▸ **Available data**
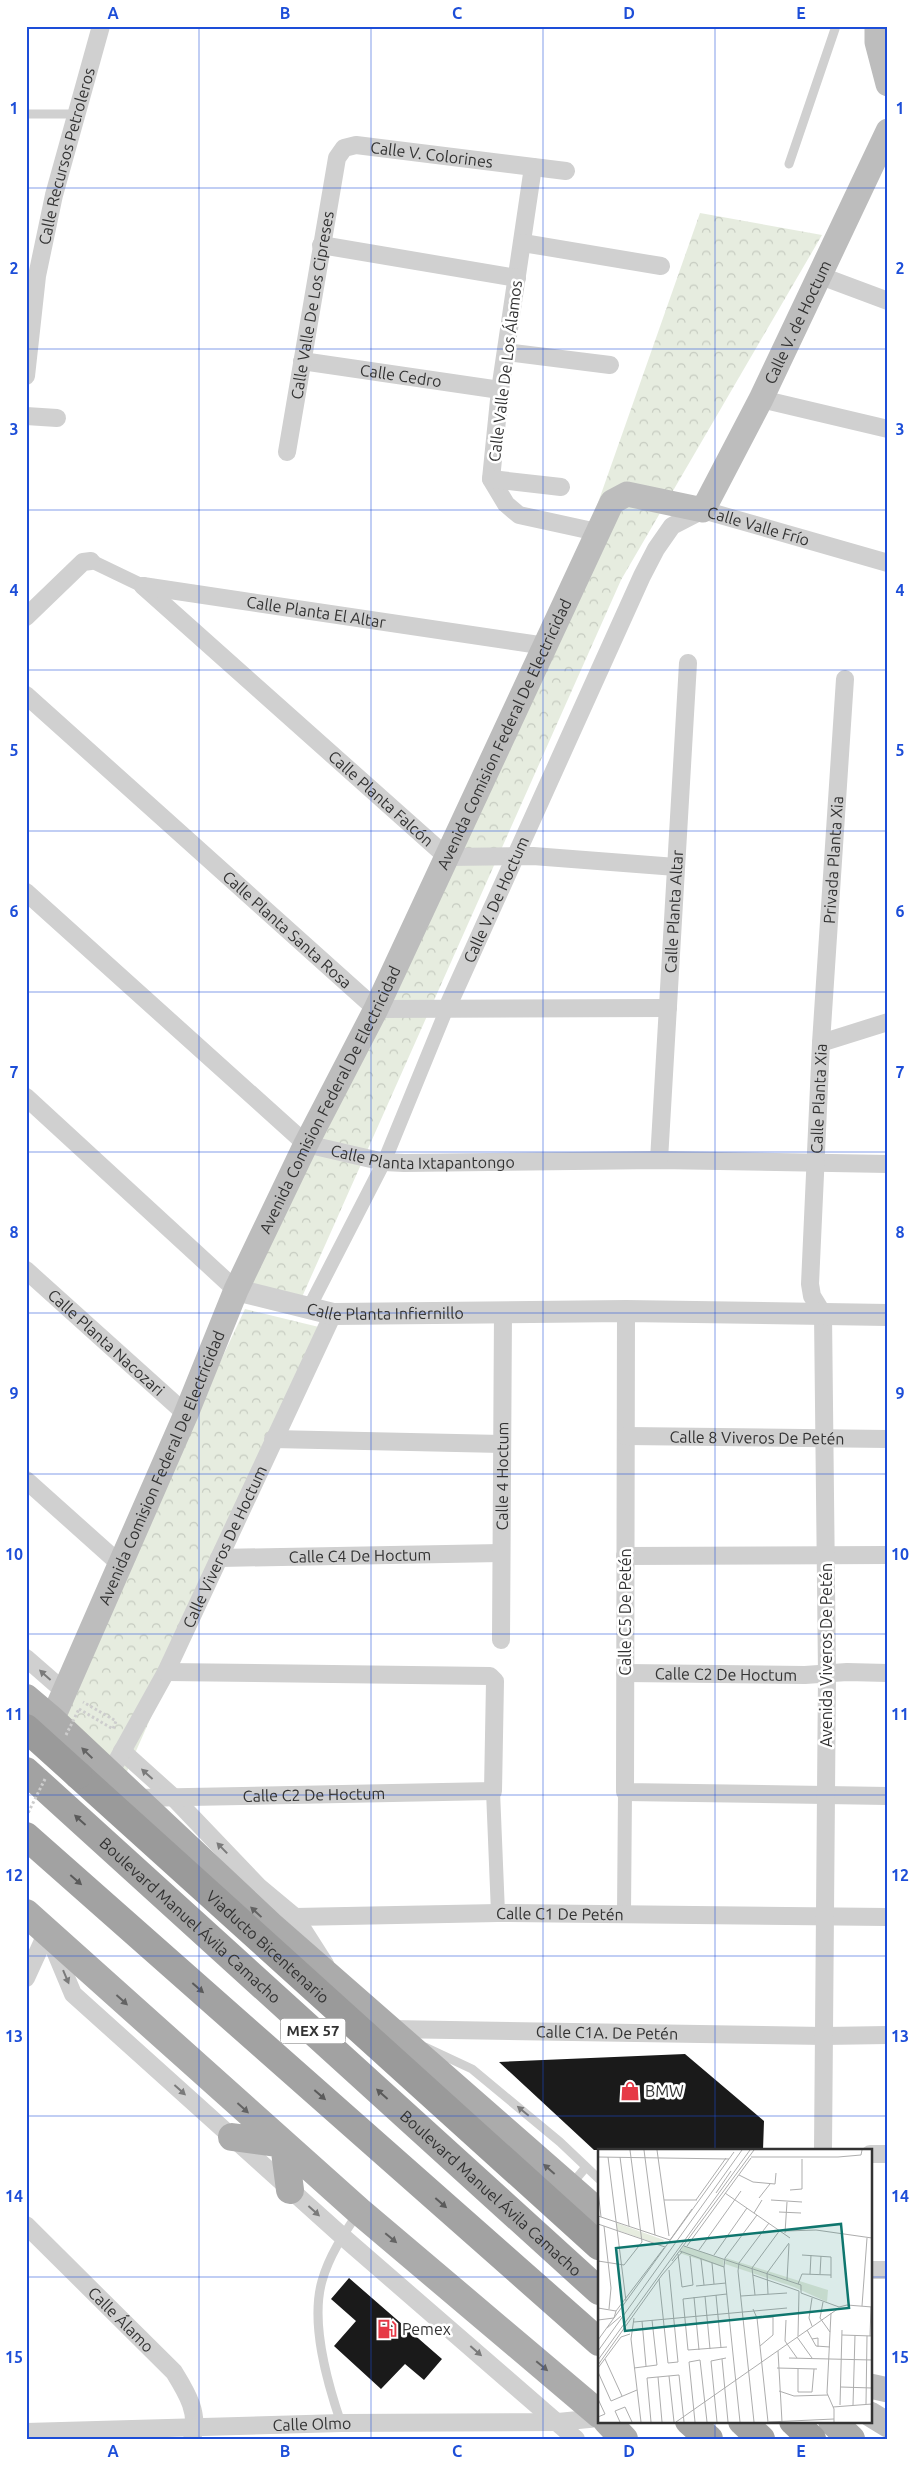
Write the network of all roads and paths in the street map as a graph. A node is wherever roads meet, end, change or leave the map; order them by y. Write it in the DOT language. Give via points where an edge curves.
graph roads {
  1 [pos="101,26"];
  2 [pos="836,26"];
  3 [pos="877,26"];
  4 [pos="888,84"];
  5 [pos="26,114"];
  6 [pos="77,114"];
  7 [pos="888,131"];
  8 [pos="337,158"];
  9 [pos="789,164"];
  10 [pos="533,167"];
  11 [pos="566,171"];
  12 [pos="523,243"];
  13 [pos="321,245"];
  14 [pos="661,266"];
  15 [pos="32,275"];
  16 [pos="821,276"];
  17 [pos="517,278"];
  18 [pos="888,301"];
  19 [pos="506,352"];
  20 [pos="302,361"];
  21 [pos="610,365"];
  22 [pos="26,376"];
  23 [pos="500,390"];
  24 [pos="761,400"];
  25 [pos="26,416"];
  26 [pos="57,418"];
  27 [pos="888,428"];
  28 [pos="287,452"];
  29 [pos="492,480"];
  30 [pos="561,488"];
  31 [pos="627,494"];
  32 [pos="703,510"];
  33 [pos="597,532"];
  34 [pos="91,561"];
  35 [pos="888,563"];
  36 [pos="143,586"];
  37 [pos="28,612"];
  38 [pos="546,646"];
  39 [pos="688,663"];
  40 [pos="845,679"];
  41 [pos="26,695"];
  42 [pos="516,856"];
  43 [pos="448,857"];
  44 [pos="676,866"];
  45 [pos="26,892"];
  46 [pos="446,1008"];
  47 [pos="668,1008"];
  48 [pos="376,1009"];
  49 [pos="888,1022"];
  50 [pos="821,1043"];
  51 [pos="26,1097"];
  52 [pos="306,1144"];
  53 [pos="659,1160"];
  54 [pos="384,1162"];
  55 [pos="816,1164"];
  56 [pos="888,1164"];
  57 [pos="26,1270"];
  58 [pos="236,1290"];
  59 [pos="309,1308"];
  60 [pos="626,1311"];
  61 [pos="503,1312"];
  62 [pos="333,1314"];
  63 [pos="823,1314"];
  64 [pos="888,1315"];
  65 [pos="186,1414"];
  66 [pos="626,1436"];
  67 [pos="825,1438"];
  68 [pos="273,1439"];
  69 [pos="888,1439"];
  70 [pos="502,1444"];
  71 [pos="26,1480"];
  72 [pos="501,1553"];
  73 [pos="827,1555"];
  74 [pos="888,1555"];
  75 [pos="625,1556"];
  76 [pos="219,1558"];
  77 [pos="120,1564"];
  78 [pos="501,1640"];
  79 [pos="26,1658"];
  80 [pos="166,1672"];
  81 [pos="625,1673"];
  82 [pos="888,1673"];
  83 [pos="827,1674"];
  84 [pos="26,1698"];
  85 [pos="72,1700"];
  86 [pos="52,1720"];
  87 [pos="26,1728"];
  88 [pos="122,1751"];
  89 [pos="26,1771"];
  90 [pos="109,1775"];
  91 [pos="494,1791"];
  92 [pos="625,1792"];
  93 [pos="824,1794"];
  94 [pos="172,1796"];
  95 [pos="888,1796"];
  96 [pos="135,1798"];
  97 [pos="26,1836"];
  98 [pos="26,1913"];
  99 [pos="498,1913"];
  100 [pos="624,1913"];
  101 [pos="295,1917"];
  102 [pos="824,1917"];
  103 [pos="888,1917"];
  104 [pos="47,1932"];
  105 [pos="26,1978"];
  106 [pos="344,1991"];
  107 [pos="394,2032"];
  108 [pos="888,2035"];
  109 [pos="824,2036"];
  110 [pos="232,2137"];
  111 [pos="284,2144"];
  112 [pos="822,2149"];
  113 [pos="872,2154"];
  114 [pos="888,2154"];
  115 [pos="578,2177"];
  116 [pos="598,2178"];
  117 [pos="290,2190"];
  118 [pos="359,2211"];
  119 [pos="598,2211"];
  120 [pos="26,2225"];
  121 [pos="342,2236"];
  122 [pos="598,2245"];
  123 [pos="872,2270"];
  124 [pos="888,2270"];
  125 [pos="598,2290"];
  126 [pos="598,2341"];
  127 [pos="872,2386"];
  128 [pos="888,2390"];
  129 [pos="598,2415"];
  130 [pos="872,2415"];
  131 [pos="598,2416"];
  132 [pos="341,2422"];
  133 [pos="558,2422"];
  134 [pos="608,2422"];
  135 [pos="690,2422"];
  136 [pos="743,2422"];
  137 [pos="794,2422"];
  138 [pos="833,2422"];
  139 [pos="888,2425"];
  140 [pos="26,2432"];
  141 [pos="194,2432"];
  142 [pos="576,2439"];
  143 [pos="624,2439"];
  144 [pos="709,2439"];
  145 [pos="761,2439"];
  146 [pos="812,2439"];
  147 [pos="851,2439"];
  1 -- 6 [label="street, Calle Recursos Petroleros"];
  2 -- 9 [label="lane"];
  3 -- 4 [label="main road" via="877,42"];
  5 -- 6 [label="lane"];
  6 -- 15 [label="street, Calle Recursos Petroleros"];
  7 -- 16 [label="main road, Calle V. de Hoctum"];
  8 -- 10 [label="street, Calle V. Colorines" via="344,148 356,144"];
  8 -- 13 [label="street, Calle Valle De Los Cipreses"];
  10 -- 11 [label="street, Calle V. Colorines"];
  10 -- 12 [label="street, Calle Valle De Los Álamos"];
  12 -- 14 [label="street"];
  12 -- 17 [label="street, Calle Valle De Los Álamos"];
  13 -- 17 [label="street"];
  13 -- 20 [label="street, Calle Valle De Los Cipreses"];
  15 -- 22 [label="street, Calle Recursos Petroleros"];
  16 -- 18 [label="street"];
  16 -- 24 [label="main road, Calle V. de Hoctum"];
  17 -- 19 [label="street, Calle Valle De Los Álamos"];
  19 -- 21 [label="street"];
  19 -- 23 [label="street, Calle Valle De Los Álamos"];
  20 -- 23 [label="street, Calle Cedro"];
  20 -- 28 [label="street, Calle Valle De Los Cipreses"];
  23 -- 29 [label="street, Calle Valle De Los Álamos"];
  24 -- 27 [label="street"];
  24 -- 32 [label="main road, Calle V. de Hoctum"];
  25 -- 26 [label="street"];
  29 -- 30 [label="street"];
  29 -- 33 [label="street, Calle Valle De Los Álamos" via="506,504 519,514"];
  31 -- 32 [label="main road, Calle Valle Frío"];
  31 -- 33 [label="main road, Avenida Comision Federal De Electricidad" via="612,502"];
  32 -- 35 [label="street, Calle Valle Frío"];
  32 -- 42 [label="street, Calle V. De Hoctum" via="672,526 656,549"];
  33 -- 38 [label="main road, Avenida Comision Federal De Electricidad"];
  34 -- 36 [label="street, Calle Planta El Altar"];
  34 -- 37 [label="street" via="83,562"];
  36 -- 38 [label="street, Calle Planta El Altar"];
  36 -- 43 [label="street, Calle Planta Falcón"];
  38 -- 43 [label="main road, Avenida Comision Federal De Electricidad"];
  39 -- 44 [label="street, Calle Planta Altar"];
  40 -- 50 [label="street, Privada Planta Xia"];
  41 -- 48 [label="street, Calle Planta Santa Rosa"];
  42 -- 43 [label="street, Calle Planta Falcón"];
  42 -- 44 [label="street, Calle Planta Falcón"];
  42 -- 46 [label="street, Calle V. De Hoctum"];
  43 -- 48 [label="main road, Avenida Comision Federal De Electricidad"];
  44 -- 47 [label="street, Calle Planta Altar"];
  45 -- 52 [label="street, Calle Planta Ixtapantongo"];
  46 -- 47 [label="street"];
  46 -- 48 [label="street"];
  46 -- 54 [label="street, Calle V. De Hoctum"];
  47 -- 53 [label="street, Calle Planta Altar"];
  48 -- 52 [label="main road, Avenida Comision Federal De Electricidad"];
  49 -- 50 [label="street, Calle Planta Xia"];
  50 -- 55 [label="street, Calle Planta Xia"];
  51 -- 58 [label="street, Calle Planta Infiernillo"];
  52 -- 54 [label="street, Calle Planta Ixtapantongo"];
  52 -- 58 [label="main road, Avenida Comision Federal De Electricidad"];
  53 -- 54 [label="street, Calle Planta Ixtapantongo"];
  53 -- 55 [label="street, Calle Planta Ixtapantongo"];
  54 -- 59 [label="street, Calle V. De Hoctum"];
  55 -- 56 [label="street, Calle Planta Ixtapantongo"];
  55 -- 63 [label="street, Avenida Viveros De Petén" via="810,1284 812,1296"];
  57 -- 65 [label="street, Calle Planta Nacozari"];
  58 -- 59 [label="street, Calle Planta Infiernillo"];
  58 -- 65 [label="main road, Avenida Comision Federal De Electricidad"];
  59 -- 62 [label="street, Calle Planta Infiernillo"];
  60 -- 61 [label="street, Calle Planta Infiernillo"];
  60 -- 63 [label="street, Calle Planta Infiernillo"];
  60 -- 66 [label="street, Calle C5 De Petén"];
  61 -- 62 [label="street, Calle Planta Infiernillo"];
  61 -- 70 [label="street, Calle 4 Hoctum"];
  62 -- 68 [label="street, Calle Viveros De Hoctum"];
  63 -- 64 [label="street, Calle Planta Infiernillo"];
  63 -- 67 [label="street, Avenida Viveros De Petén"];
  65 -- 77 [label="main road, Avenida Comision Federal De Electricidad"];
  66 -- 67 [label="street, Calle 8 Viveros De Petén"];
  66 -- 75 [label="street, Calle C5 De Petén"];
  67 -- 69 [label="street, Calle 8 Viveros De Petén"];
  67 -- 73 [label="street, Avenida Viveros De Petén"];
  68 -- 70 [label="street"];
  68 -- 76 [label="street, Calle Viveros De Hoctum"];
  70 -- 72 [label="street, Calle 4 Hoctum"];
  71 -- 77 [label="street"];
  72 -- 76 [label="street, Calle C4 De Hoctum"];
  72 -- 78 [label="street, Calle 4 Hoctum"];
  73 -- 74 [label="street"];
  73 -- 75 [label="street"];
  73 -- 83 [label="street, Avenida Viveros De Petén"];
  75 -- 81 [label="street, Calle C5 De Petén"];
  76 -- 80 [label="street, Calle Viveros De Hoctum"];
  77 -- 85 [label="main road, Avenida Comision Federal De Electricidad"];
  85 -- 79 [label="street, one-way"];
  80 -- 88 [label="street, Calle Viveros De Hoctum"];
  80 -- 91 [label="street" via="490,1676 495,1681"];
  81 -- 83 [label="street, Calle C2 De Hoctum"];
  81 -- 92 [label="street, Calle C5 De Petén"];
  82 -- 83 [label="street, Calle C2 De Hoctum"];
  83 -- 93 [label="street, Avenida Viveros De Petén"];
  84 -- 86 [label="main road"];
  85 -- 85 [label="path" via="116,1721 113,1729"];
  85 -- 86 [label="main road, Avenida Comision Federal De Electricidad"];
  90 -- 86 [label="main road, one-way"];
  87 -- 122 [label="highway, Viaducto Bicentenario, bridge"];
  88 -- 90 [label="street, Calle Viveros De Hoctum"];
  94 -- 88 [label="street, one-way"];
  125 -- 89 [label="highway, Boulevard Manuel Ávila Camacho / MEX 57, one-way"];
  90 -- 96 [label="main road"];
  91 -- 94 [label="street, Calle C2 De Hoctum"];
  91 -- 99 [label="street"];
  92 -- 93 [label="street"];
  92 -- 100 [label="street, Calle C5 De Petén"];
  93 -- 95 [label="street"];
  93 -- 102 [label="street, Avenida Viveros De Petén"];
  94 -- 96 [label="street, Calle C2 De Hoctum"];
  101 -- 94 [label="street, one-way" via="259,1887"];
  106 -- 96 [label="main road, one-way"];
  97 -- 126 [label="highway, MEX 57, one-way"];
  98 -- 104 [label="main road"];
  99 -- 100 [label="street, Calle C1 De Petén"];
  99 -- 101 [label="street, Calle C1 De Petén"];
  100 -- 102 [label="street, Calle C1 De Petén"];
  101 -- 106 [label="street"];
  102 -- 103 [label="street, Calle C1 De Petén"];
  102 -- 109 [label="street, Avenida Viveros De Petén"];
  104 -- 105 [label="street"];
  104 -- 110 [label="street, one-way" via="73,1994"];
  104 -- 111 [label="main road, one-way"];
  106 -- 107 [label="main road"];
  107 -- 109 [label="street, Calle C1A. De Petén"];
  115 -- 107 [label="main road, one-way"];
  108 -- 109 [label="street, Calle C1A. De Petén"];
  109 -- 112 [label="street, Avenida Viveros De Petén"];
  110 -- 111 [label="main road"];
  110 -- 117 [label="street"];
  111 -- 117 [label="main road"];
  111 -- 118 [label="main road"];
  113 -- 114 [label="street"];
  115 -- 116 [label="lane"];
  115 -- 119 [label="main road"];
  117 -- 121 [label="street, one-way"];
  118 -- 121 [label="lane"];
  118 -- 129 [label="main road, one-way"];
  120 -- 141 [label="street, Calle Álamo" via="174,2372 189,2395"];
  121 -- 132 [label="lane" via="321,2282 319,2334 327,2380"];
  121 -- 133 [label="street, one-way"];
  123 -- 124 [label="street"];
  127 -- 128 [label="main road"];
  130 -- 139 [label="main road"];
  131 -- 133 [label="street, Calle Olmo"];
  132 -- 133 [label="street, Calle Olmo"];
  132 -- 141 [label="street, Calle Olmo"];
  133 -- 142 [label="street"];
  134 -- 143 [label="main road"];
  135 -- 144 [label="highway"];
  136 -- 145 [label="highway"];
  137 -- 146 [label="highway"];
  138 -- 147 [label="main road"];
  140 -- 141 [label="street, Calle Olmo"];
}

▸ **What is needed**
Go through the entries and filter for lines holding the word "Falcón"; copy each match.

▸ **Your response**
  36 -- 43 [label="street, Calle Planta Falcón"];
  42 -- 43 [label="street, Calle Planta Falcón"];
  42 -- 44 [label="street, Calle Planta Falcón"];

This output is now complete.